Matthias Stephan, M.D., Ph.D.
Fred Hutchinson Cancer Research Center and the University of Washington
Immunobioengineering is an emerging but rapidly growing industry. Originally centered on the creation of synthetic pathogen-mimicking vaccine particles, the field soon introduced a host of innovative materials and new concepts that served as the basis of many novel therapies. The Stephan lab is using next-generation nanomaterials to develop new cell-based immune-therapies and vaccines that can boost the body's natural ability to fight cancer and other diseases.
Dr. Stephan began specializing in this area as a graduate student at Memorial Sloan-Kettering Cancer Center, where he pioneered auto-costimulation and trans-costimulation as molecular strategies to augment the function of lymphocytes in the microenvironment created by tumors During his postdoctoral training at the Massachusetts Institute of Technology, Dr. Stephan developed a nanoparticle-based strategy to provide autocrine sources of adjuvant growth factor that support adoptively transferred, tumor antigen-specific T lymphocytes. Much of this work became the intellectual and technical foundation for a Cambridge-based startup company (Torque Therapeutics, Inc.). The long-term goal of his ongoing research at Fred Hutch is to make immunotherapy more practical and widespread by creating unconventional treatments at the interface between materials science and immunology. For example, his group developed an innovation that allows cancer-fighting immune cells to be contained in a biopolymer and surgically implanted at tumor excision sites — which means they can begin eliminating residual cancer cells immediately.

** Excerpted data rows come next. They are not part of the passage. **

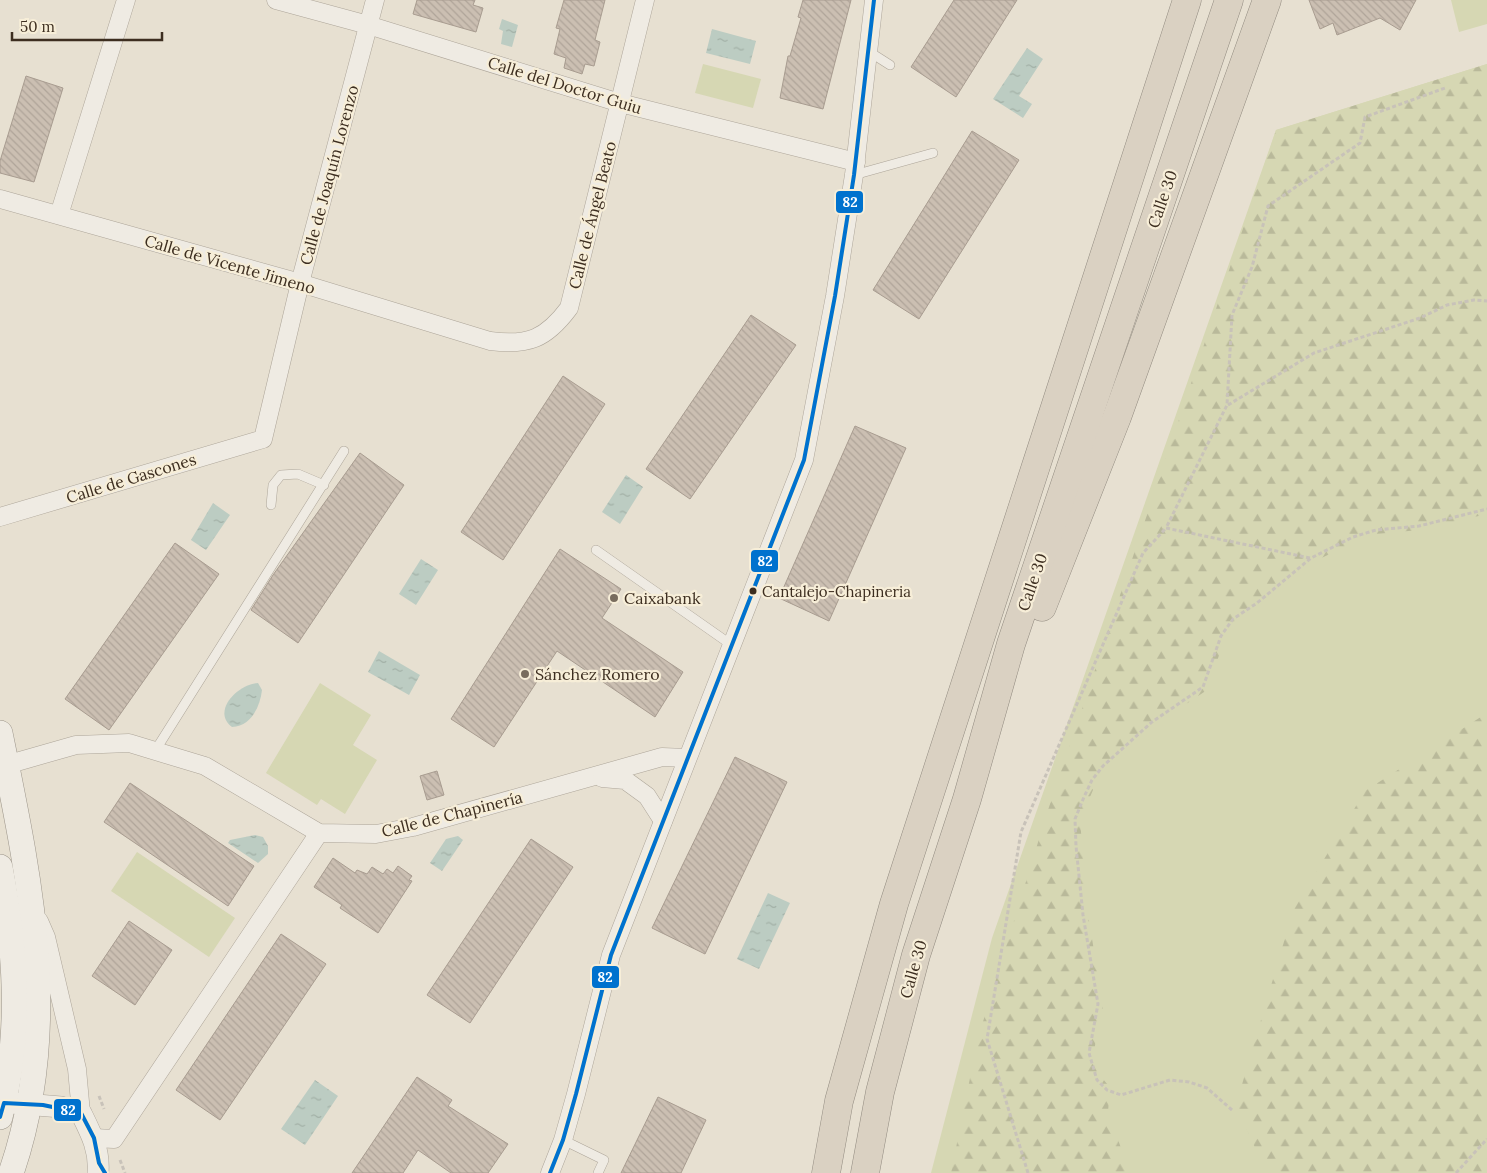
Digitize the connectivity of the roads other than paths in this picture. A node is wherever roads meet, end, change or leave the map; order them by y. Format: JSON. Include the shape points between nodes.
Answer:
{"nodes":[{"id":1,"x":126,"y":0,"type":"edge"},
{"id":2,"x":276,"y":0,"type":"edge"},
{"id":3,"x":375,"y":0,"type":"edge"},
{"id":4,"x":645,"y":0,"type":"edge"},
{"id":5,"x":874,"y":0,"type":"edge"},
{"id":6,"x":1187,"y":0,"type":"edge"},
{"id":7,"x":1229,"y":0,"type":"edge"},
{"id":8,"x":1267,"y":0,"type":"edge"},
{"id":9,"x":368,"y":25,"type":"junction"},
{"id":10,"x":868,"y":51,"type":"junction"},
{"id":11,"x":890,"y":65,"type":"dead end"},
{"id":12,"x":620,"y":103,"type":"junction"},
{"id":13,"x":933,"y":154,"type":"dead end"},
{"id":14,"x":855,"y":168,"type":"junction"},
{"id":15,"x":0,"y":199,"type":"edge"},
{"id":16,"x":59,"y":215,"type":"junction"},
{"id":17,"x":300,"y":283,"type":"junction"},
{"id":18,"x":459,"y":332,"type":"joint"},
{"id":19,"x":263,"y":439,"type":"joint"},
{"id":20,"x":344,"y":451,"type":"dead end"},
{"id":21,"x":324,"y":485,"type":"junction"},
{"id":22,"x":271,"y":505,"type":"dead end"},
{"id":23,"x":0,"y":517,"type":"edge"},
{"id":24,"x":596,"y":550,"type":"dead end"},
{"id":25,"x":733,"y":646,"type":"junction"},
{"id":26,"x":0,"y":733,"type":"edge"},
{"id":27,"x":155,"y":751,"type":"junction"},
{"id":28,"x":687,"y":758,"type":"junction"},
{"id":29,"x":6,"y":765,"type":"junction"},
{"id":30,"x":589,"y":776,"type":"junction"},
{"id":31,"x":966,"y":799,"type":"junction"},
{"id":32,"x":663,"y":822,"type":"junction"},
{"id":33,"x":319,"y":833,"type":"junction"},
{"id":34,"x":0,"y":867,"type":"edge"},
{"id":35,"x":32,"y":906,"type":"junction"},
{"id":36,"x":1,"y":945,"type":"edge"},
{"id":37,"x":15,"y":977,"type":"junction"},
{"id":38,"x":28,"y":1103,"type":"junction"},
{"id":39,"x":2,"y":1110,"type":"edge"},
{"id":40,"x":81,"y":1113,"type":"junction"},
{"id":41,"x":94,"y":1138,"type":"junction"},
{"id":42,"x":563,"y":1140,"type":"junction"},
{"id":43,"x":100,"y":1170,"type":"edge"},
{"id":44,"x":11,"y":1173,"type":"edge"},
{"id":45,"x":550,"y":1173,"type":"edge"},
{"id":46,"x":598,"y":1173,"type":"edge"},
{"id":47,"x":826,"y":1173,"type":"edge"},
{"id":48,"x":865,"y":1173,"type":"edge"}],
"edges":[{"from":1,"to":16,"type":"street"},
{"from":2,"to":9,"type":"street","name":"Calle del Doctor Guiu"},
{"from":3,"to":9,"type":"street","name":"Calle de Joaquín Lorenzo"},
{"from":4,"to":12,"type":"street","name":"Calle de Ángel Beato"},
{"from":5,"to":10,"type":"street"},
{"from":6,"to":47,"type":"highway","name":"Calle 30","via":[[894,904],[839,1101]]},
{"from":7,"to":31,"type":"highway","name":"Calle 30","via":[[1012,644]]},
{"from":8,"to":31,"type":"highway","via":[[1117,418]]},
{"from":9,"to":12,"type":"street","name":"Calle del Doctor Guiu"},
{"from":9,"to":17,"type":"street","name":"Calle de Joaquín Lorenzo"},
{"from":10,"to":11,"type":"lane"},
{"from":10,"to":14,"type":"street"},
{"from":12,"to":14,"type":"street","name":"Calle del Doctor Guiu"},
{"from":12,"to":18,"type":"street","name":"Calle de Ángel Beato","via":[[569,308],[545,334],[521,343],[490,341]]},
{"from":13,"to":14,"type":"lane"},
{"from":14,"to":25,"type":"street","via":[[804,460]]},
{"from":15,"to":16,"type":"street","name":"Calle de Vicente Jimeno"},
{"from":16,"to":17,"type":"street","name":"Calle de Vicente Jimeno"},
{"from":17,"to":18,"type":"street","name":"Calle de Vicente Jimeno"},
{"from":17,"to":19,"type":"street","name":"Calle de Joaquín Lorenzo"},
{"from":19,"to":23,"type":"street","name":"Calle de Gascones"},
{"from":20,"to":21,"type":"lane"},
{"from":21,"to":22,"type":"lane","via":[[298,474],[281,474],[273,485]]},
{"from":21,"to":27,"type":"lane"},
{"from":24,"to":25,"type":"lane"},
{"from":25,"to":28,"type":"street"},
{"from":26,"to":29,"type":"main road"},
{"from":27,"to":29,"type":"street","name":"Calle de Chapinería","via":[[129,743],[76,745]]},
{"from":27,"to":33,"type":"street","name":"Calle de Chapinería","via":[[205,766]]},
{"from":28,"to":30,"type":"street","name":"Calle de Chapinería","via":[[662,758]]},
{"from":28,"to":32,"type":"street"},
{"from":29,"to":35,"type":"main road"},
{"from":30,"to":32,"type":"street","name":"Calle de Chapinería","via":[[625,780],[647,796]]},
{"from":30,"to":33,"type":"street","name":"Calle de Chapinería","via":[[413,827],[376,834]]},
{"from":31,"to":48,"type":"highway","name":"Calle 30","via":[[916,955],[880,1092]]},
{"from":32,"to":42,"type":"street","via":[[611,955]]},
{"from":33,"to":41,"type":"street","via":[[114,1139]]},
{"from":34,"to":37,"type":"main road"},
{"from":35,"to":38,"type":"main road","via":[[39,997],[38,1036]]},
{"from":35,"to":40,"type":"street","via":[[46,937],[77,1069]]},
{"from":36,"to":37,"type":"lane"},
{"from":37,"to":39,"type":"main road","via":[[12,1055]]},
{"from":38,"to":39,"type":"street"},
{"from":38,"to":40,"type":"street"},
{"from":38,"to":44,"type":"main road"},
{"from":40,"to":41,"type":"street"},
{"from":41,"to":43,"type":"street"},
{"from":42,"to":45,"type":"street"},
{"from":42,"to":46,"type":"lane","via":[[604,1160]]}]}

These interdisciplinary studies demonstrate for the first time that launching cancer-fighting immune cells from polymeric devices can prevent relapse, and furthermore provide a treatment option for inoperable tumors. More recently, his research group reported a strategy to program circulating T cells with tumor-recognizing activities, which avoids the complex laboratory protocols usually used to achieve this transformation.